The authors declare no conflicts of interest. The authors confirm that no tobacco company funded this work.

Figures

Figure 1
Figure 1
LPRFS from smokers and nonsmokers have similar PDGF-BB and FGF-2 growth factors and IL-6 levels. L-PRF membranes were obtained from S and NS after L-PRF Clot compression, and exudates released were recovered for cotinine quantification.
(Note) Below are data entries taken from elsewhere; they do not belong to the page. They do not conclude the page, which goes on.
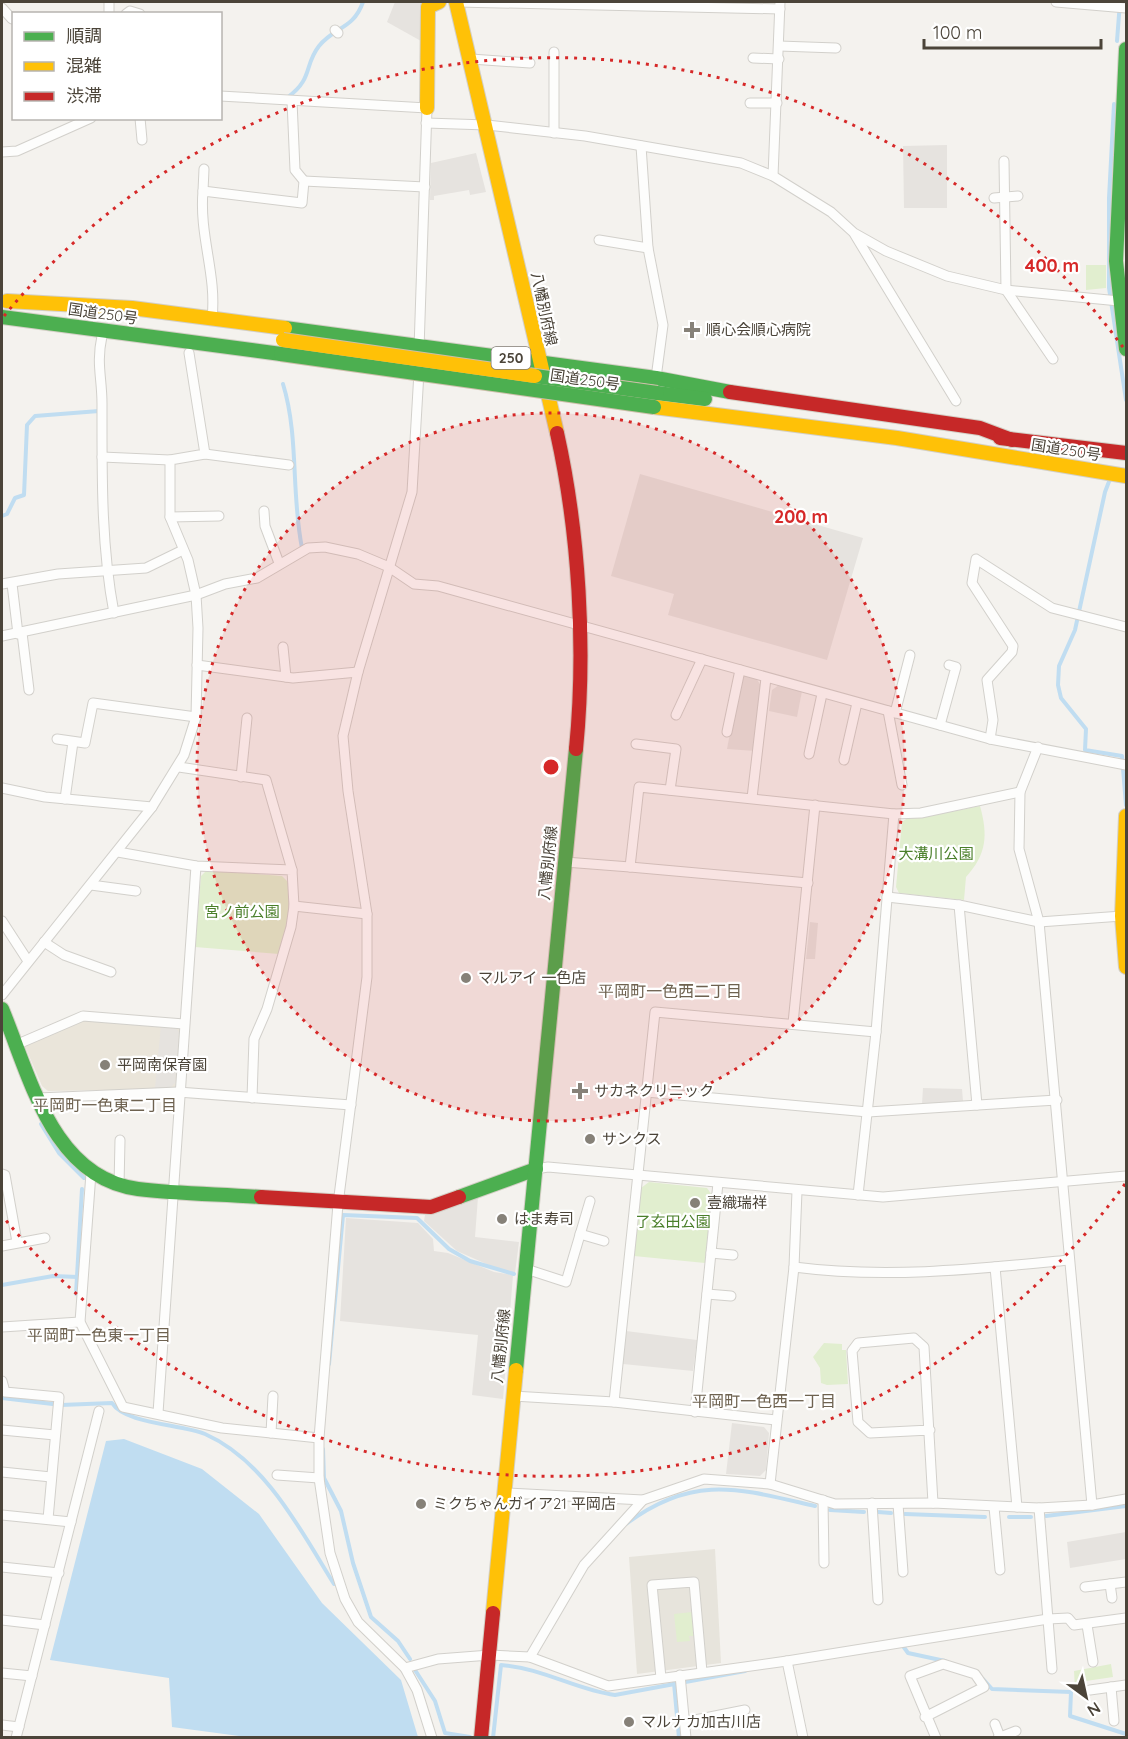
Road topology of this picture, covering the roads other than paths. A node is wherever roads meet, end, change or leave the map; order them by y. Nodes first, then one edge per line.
1 (439, 2) edge
2 (457, 2) edge
3 (1056, 2) edge
4 (512, 3) edge
5 (651, 4) edge
6 (780, 5) edge
7 (2, 8) edge
8 (1126, 8) edge
9 (12, 19) edge
10 (779, 46) junction
11 (836, 48) dead end
12 (1126, 49) edge
13 (554, 52) dead end
14 (753, 58) dead end
15 (779, 58) junction
16 (471, 59) junction
17 (530, 63) dead end
18 (222, 96) edge
19 (292, 101) junction
20 (750, 102) dead end
21 (777, 103) junction
22 (427, 108) junction
23 (87, 120) edge
24 (140, 120) edge
25 (426, 123) junction
26 (487, 125) junction
27 (554, 133) junction
28 (142, 140) dead end
29 (641, 146) junction
30 (2, 152) edge
31 (1004, 162) dead end
32 (204, 169) dead end
33 (773, 176) junction
34 (304, 181) junction
35 (425, 187) junction
36 (203, 191) junction
37 (1018, 196) dead end
38 (1004, 197) junction
39 (994, 198) dead end
40 (854, 233) junction
41 (599, 240) dead end
42 (648, 248) junction
43 (1006, 290) junction
44 (4, 301) edge
45 (1119, 301) junction
46 (2, 317) edge
47 (212, 318) junction
48 (102, 336) dead end
49 (419, 348) junction
50 (1126, 349) edge
51 (189, 353) dead end
52 (1053, 359) dead end
53 (539, 362) junction
54 (656, 378) junction
55 (956, 401) dead end
56 (1012, 440) junction
57 (1126, 453) edge
58 (205, 454) junction
59 (102, 457) junction
60 (170, 460) junction
61 (289, 465) dead end
62 (1126, 476) edge
63 (264, 511) dead end
64 (219, 516) dead end
65 (170, 517) junction
66 (183, 550) junction
67 (279, 563) junction
68 (389, 567) junction
69 (106, 571) junction
70 (12, 584) junction
71 (2, 585) edge
72 (196, 595) junction
73 (114, 613) junction
74 (580, 627) junction
75 (1126, 627) edge
76 (20, 633) junction
77 (2, 636) edge
78 (283, 646) dead end
79 (910, 655) dead end
80 (702, 659) junction
81 (197, 665) junction
82 (949, 665) dead end
83 (740, 670) junction
84 (358, 672) junction
85 (286, 677) junction
86 (766, 678) junction
87 (29, 690) dead end
88 (822, 694) junction
89 (857, 703) junction
90 (892, 712) junction
91 (675, 715) dead end
92 (196, 717) junction
93 (247, 718) dead end
94 (940, 725) junction
95 (727, 732) dead end
96 (654, 734) dead end
97 (990, 738) junction
98 (57, 739) dead end
99 (73, 742) junction
100 (636, 744) dead end
101 (653, 746) junction
102 (1038, 747) junction
103 (809, 754) dead end
104 (844, 760) dead end
105 (1126, 765) edge
106 (179, 766) junction
107 (240, 777) junction
108 (902, 785) dead end
109 (2, 788) edge
110 (670, 790) junction
111 (1020, 792) junction
112 (752, 798) junction
113 (65, 799) junction
114 (815, 805) junction
115 (152, 807) junction
116 (894, 814) junction
117 (1126, 816) edge
118 (118, 852) junction
119 (564, 862) junction
120 (196, 866) junction
121 (630, 867) junction
122 (292, 870) junction
123 (808, 883) junction
124 (91, 885) junction
125 (136, 891) dead end
126 (887, 897) junction
127 (959, 905) junction
128 (294, 906) junction
129 (367, 914) junction
130 (1122, 916) junction
131 (2, 921) edge
132 (1039, 922) junction
133 (44, 942) junction
134 (28, 961) junction
135 (1126, 966) edge
136 (111, 972) dead end
137 (2, 995) edge
138 (2, 1009) edge
139 (793, 1023) junction
140 (184, 1024) junction
141 (876, 1032) junction
142 (18, 1044) junction
143 (178, 1092) junction
144 (646, 1092) junction
145 (38, 1098) junction
146 (252, 1098) junction
147 (1057, 1100) junction
148 (351, 1105) junction
149 (977, 1105) junction
150 (868, 1112) junction
151 (120, 1140) dead end
152 (536, 1169) junction
153 (91, 1173) junction
154 (2, 1174) edge
155 (638, 1175) junction
156 (1126, 1176) edge
157 (1063, 1182) junction
158 (718, 1183) junction
159 (119, 1186) junction
160 (797, 1191) junction
161 (174, 1192) junction
162 (858, 1195) junction
163 (590, 1201) dead end
164 (338, 1204) junction
165 (6, 1205) edge
166 (580, 1234) junction
167 (45, 1238) dead end
168 (604, 1241) dead end
169 (17, 1242) junction
170 (2, 1246) edge
171 (711, 1253) junction
172 (733, 1255) dead end
173 (1069, 1260) junction
174 (794, 1267) junction
175 (994, 1267) junction
176 (526, 1269) junction
177 (707, 1293) junction
178 (731, 1296) dead end
179 (80, 1322) junction
180 (2, 1327) edge
181 (2, 1381) edge
182 (273, 1396) dead end
183 (513, 1396) junction
184 (614, 1402) junction
185 (99, 1411) dead end
186 (695, 1412) junction
187 (158, 1413) junction
188 (776, 1420) junction
189 (2, 1430) edge
190 (930, 1430) junction
191 (271, 1433) junction
192 (55, 1435) junction
193 (319, 1438) junction
194 (2, 1472) edge
195 (277, 1475) dead end
196 (51, 1477) junction
197 (319, 1478) junction
198 (770, 1484) junction
199 (506, 1493) junction
200 (1126, 1499) edge
201 (643, 1500) junction
202 (823, 1500) junction
203 (872, 1503) junction
204 (933, 1503) junction
205 (898, 1504) junction
206 (1092, 1505) junction
207 (994, 1507) junction
208 (1017, 1507) junction
209 (1039, 1508) junction
210 (2, 1515) edge
211 (48, 1519) junction
212 (71, 1522) junction
213 (813, 1552) dead end
214 (824, 1552) junction
215 (999, 1559) junction
216 (989, 1560) dead end
217 (824, 1563) dead end
218 (2, 1567) edge
219 (1000, 1570) dead end
220 (903, 1572) dead end
221 (59, 1573) junction
222 (1126, 1582) edge
223 (1110, 1584) junction
224 (1085, 1587) dead end
225 (1112, 1598) dead end
226 (878, 1599) dead end
227 (1126, 1618) edge
228 (1048, 1619) junction
229 (2, 1620) edge
230 (1087, 1624) junction
231 (45, 1625) junction
232 (490, 1654) junction
233 (530, 1657) junction
234 (787, 1661) junction
235 (1093, 1662) dead end
236 (405, 1668) junction
237 (1052, 1669) dead end
238 (702, 1672) junction
239 (2, 1673) edge
240 (680, 1675) junction
241 (32, 1676) junction
242 (661, 1678) junction
243 (1126, 1685) edge
244 (1111, 1687) junction
245 (1090, 1690) dead end
246 (745, 1710) dead end
247 (926, 1717) junction
248 (1114, 1721) dead end
249 (685, 1722) junction
250 (995, 1724) dead end
251 (2, 1725) edge
252 (19, 1727) junction
253 (1016, 1731) dead end
254 (16, 1737) edge
255 (432, 1737) edge
256 (481, 1737) edge
257 (686, 1737) edge
258 (803, 1737) edge
259 (936, 1737) edge
260 (999, 1737) edge

1 - 22 main road
2 - 4 street
2 - 16 main road, 八幡別府線
3 - 8 street
4 - 5 street
5 - 6 street
6 - 10 street
7 - 9 street
10 - 11 street
10 - 15 street
12 - 45 main road
13 - 27 street
14 - 15 street
15 - 21 street
16 - 17 street
16 - 26 main road, 八幡別府線
18 - 19 street
19 - 22 street
19 - 34 street
20 - 21 street
21 - 33 street
22 - 25 street
23 - 30 street
24 - 28 street
25 - 26 street
25 - 35 street
26 - 27 street
26 - 53 main road, 八幡別府線
27 - 29 street
29 - 33 street
29 - 42 street
31 - 38 street
32 - 36 street
33 - 40 street
34 - 35 street
34 - 36 street
35 - 49 street
36 - 47 street
37 - 38 street
38 - 39 street
38 - 43 street
40 - 43 street
40 - 55 street
41 - 42 street
42 - 54 street
43 - 45 street
43 - 52 street
44 - 47 main road, 250
44 - 56 main road, 国道250号 / 250, bridge
45 - 50 main road
46 - 62 main road, 国道250号 / 250, bridge
47 - 49 main road, 250
48 - 59 street
49 - 53 main road, 250
49 - 68 street
51 - 58 street
53 - 54 main road, 250
53 - 74 main road, 八幡別府線
54 - 56 main road, 250
56 - 57 main road, 国道250号 / 250
58 - 60 street
58 - 61 street
59 - 60 street
59 - 69 street
60 - 65 street
63 - 67 street
64 - 65 street
65 - 66 street
66 - 69 street
66 - 72 street
67 - 68 street
67 - 72 street
68 - 74 street
68 - 84 street
69 - 70 street
69 - 73 street
70 - 71 street
70 - 76 street
72 - 73 street
72 - 81 street
73 - 76 street
74 - 80 street
74 - 119 main road, 八幡別府線
75 - 97 street
76 - 77 street
76 - 87 street
78 - 85 street
79 - 90 street
80 - 83 street
80 - 91 street
81 - 85 street
81 - 92 street
82 - 94 street
83 - 86 street
83 - 95 street
84 - 85 street
84 - 129 street
86 - 88 street
86 - 112 street
88 - 89 street
88 - 103 street
89 - 90 street
89 - 104 street
90 - 94 street
90 - 108 street
92 - 99 street
92 - 106 street
93 - 107 street
94 - 97 street
96 - 101 street
97 - 102 street
98 - 99 street
99 - 113 street
100 - 101 street
101 - 110 street
102 - 105 street
102 - 111 street
106 - 107 street
106 - 115 street
107 - 122 street
109 - 113 street
110 - 112 street
110 - 121 street
111 - 116 street
111 - 132 street
112 - 114 street
113 - 115 street
114 - 116 street
114 - 123 street
115 - 118 street
116 - 126 street
117 - 130 main road
118 - 120 street
118 - 124 street
119 - 121 street
119 - 152 main road, 八幡別府線
120 - 122 street
120 - 140 street
121 - 123 street
122 - 128 street
123 - 139 street
124 - 125 street
124 - 133 street
126 - 127 street
126 - 141 street
127 - 132 street
127 - 149 street
128 - 129 street
128 - 146 street
129 - 148 street
130 - 132 street
130 - 135 main road
131 - 134 street
132 - 147 street
133 - 134 street
133 - 136 street
134 - 137 street
138 - 142 main road
139 - 141 street
139 - 144 street
140 - 142 street
140 - 143 street
141 - 150 street
142 - 145 main road
143 - 145 street
143 - 146 street
143 - 161 street
144 - 150 street
144 - 155 street
145 - 153 main road
146 - 148 street
147 - 149 street
147 - 157 street
148 - 164 street
149 - 150 street
150 - 162 street
151 - 159 street
152 - 155 street
152 - 164 main road
152 - 176 main road, 八幡別府線
153 - 159 main road
153 - 179 street
154 - 165 street
155 - 158 street
155 - 184 street
156 - 157 street
157 - 162 street
157 - 173 street
158 - 160 street
158 - 171 street
159 - 161 main road
160 - 162 street
160 - 174 street
161 - 164 main road
161 - 187 street
163 - 166 street
164 - 193 street
165 - 169 street
166 - 168 street
166 - 176 street
167 - 169 street
169 - 170 street
171 - 172 street
171 - 177 street
173 - 175 street
173 - 206 street
174 - 175 street
174 - 188 street
175 - 208 street
176 - 183 main road, 八幡別府線
177 - 178 street
177 - 186 street
179 - 180 street
179 - 187 street
181 - 192 street
182 - 191 street
183 - 184 street
183 - 199 main road, 八幡別府線
184 - 186 street
185 - 212 street
186 - 188 street
187 - 191 street
188 - 198 street
189 - 192 street
190 - 190 street
190 - 204 street
191 - 193 street
192 - 196 street
193 - 197 street
194 - 196 street
195 - 197 street
196 - 211 street
197 - 236 street
198 - 201 street
198 - 202 street
199 - 201 street
199 - 232 main road, 八幡別府線
200 - 206 street
201 - 233 street
202 - 203 street
202 - 214 street
203 - 205 street
203 - 226 street
204 - 205 street
204 - 207 street
205 - 220 street
206 - 209 street
207 - 208 street
207 - 215 street
208 - 209 street
209 - 228 street
210 - 211 street
211 - 212 street
212 - 221 street
213 - 214 street
214 - 217 street
215 - 216 street
215 - 219 street
218 - 221 street
221 - 231 street
222 - 223 street
223 - 224 street
223 - 225 street
227 - 230 street
228 - 230 street
228 - 234 street
228 - 237 street
229 - 231 street
230 - 235 street
231 - 241 street
232 - 233 street
232 - 236 street
232 - 256 main road, 八幡別府線
233 - 242 street
234 - 238 street
234 - 258 street
236 - 255 street
238 - 240 street
238 - 242 street
239 - 241 street
240 - 242 street
240 - 249 street
241 - 252 street
243 - 244 street
244 - 245 street
244 - 248 street
246 - 249 street
247 - 247 street
247 - 259 street
249 - 257 street
250 - 260 street
251 - 252 street
252 - 254 street
253 - 260 street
L-PRF membranes were submerged in DMEM for 24 h to obtain LPRFS. (A) Cotinine was determined in L-PRF exudates derived from S, NS, and LPRFS-S. Quantification of (B) PDGF-BB, (C) FGF-2, and (D) IL-6 levels in LPRFS and conditioned medium of starved human gingival fibroblast as IL-6 control. ** p ≤ 0.0022; *** p ≤ 0.002; **** p ≤ 0.0001 Ex = L-PRF exudates, S = smokers, NS = nonsmokers, LPRFS = L-PRF secretome.
Figure 2
Figure 2
LPRFS from smokers and nonsmokers stimulates angiogenesis in vitro. HUVEC cells were treated for 6 h with 50% LPRFS-S or LPRFS-NS or positive (EBM + FGF) and negative (EBM + FGF + SUL or EBM) controls. Cells were stained with calcein and observed in an epifluorescence inverted microscope at 4×. Representative images of live stain HUVEC cells treated with (A) LPRFS or (B) Positive and (C) negative Controls. Quantification of (D) total tubes, (E) total tube length, (F) total loop area, (G) mean loop area, and (H) mean loop perimeter. * p ≤ 0.0140; ** p ≤ 0.085; *** p ≤ 0.005; **** p ≤ 0.001. S = smokers, NS = nonsmokers, LPRFS = L-PRF secretome, EBM = endothelial basal medium, F = FGF = fibroblast growth factor, SUL = sulphoraphane. Scale Bar = 50 microns.
Figure 3
Figure 3
LPRFS derived from smokers and nonsmokers modulates Alkaline phosphatase and Osterix protein levels. SaOs-2 cells were treated for 48 h with LPRFS-S or LPRFS-NS with or without osteogenic factors. DMEM supplemented with FBS 10% with or without osteogenic factors was used as a control. (A) Representative images of a Western blot for Alkaline phosphatase (Alp), Osterix (Osx), and Glyceraldehyde-3-phosphate dehydrogenase (Gapdh) in SaOs-2 cells treated in indicated conditions. Relative quantification of (B) Alp protein levels in cells treated with 100% LPRFS, (C) Alp protein levels in cells treated with 50% LPRFS, (D) Osx protein levels in cells treated with 100% LPRFS and (E) Osx protein levels in cells treated with 50% LPRFS. Representative images of Osx immunostaining in red and DAPI nuclear stain in blue, SaOs-2 cells were treated as indicated in (F) Controls, (G) 100% LPRFS-S (H) 50% LPRFS-S, (I) 100% LPRFS-NS, (J) 50% LPRFS-NS with or without osteogenic factors. * p ≤ 0.0455; ** p ≤ 0.0074; *** p ≤ 0.003; **** p ≤ 0.001. S = smokers, NS = nonsmokers, LPRFS = L-PRF secretome, Ost = osteogenic factors, RIU = relative intensity units. Scale Bar = 50 microns.
Figure 4
Figure 4
LPRFS derived from smokers and nonsmokers stimulates mineralization in vitro. SaOs-2 cells were treated for 11 days with LPRFS-S or LPRFS-NS with or without osteogenic factors. DMEM supplemented with FBS 10% with or without osteogenic factors was used as a control. Cells were stained with alizarin red stain. Representative images of cells treated with (A) LPRFS-S, (B) LPRFS-NS, or (C) 10% FBS. (D) Quantification of percentage area stained with alizarin red. * p ≤ 0.0247; ** p ≤ 0.061. S = smokers, NS = nonsmokers, LPRFS = L-PRF secretome, Ost = osteogenic factors. Scale Bar = 500 microns.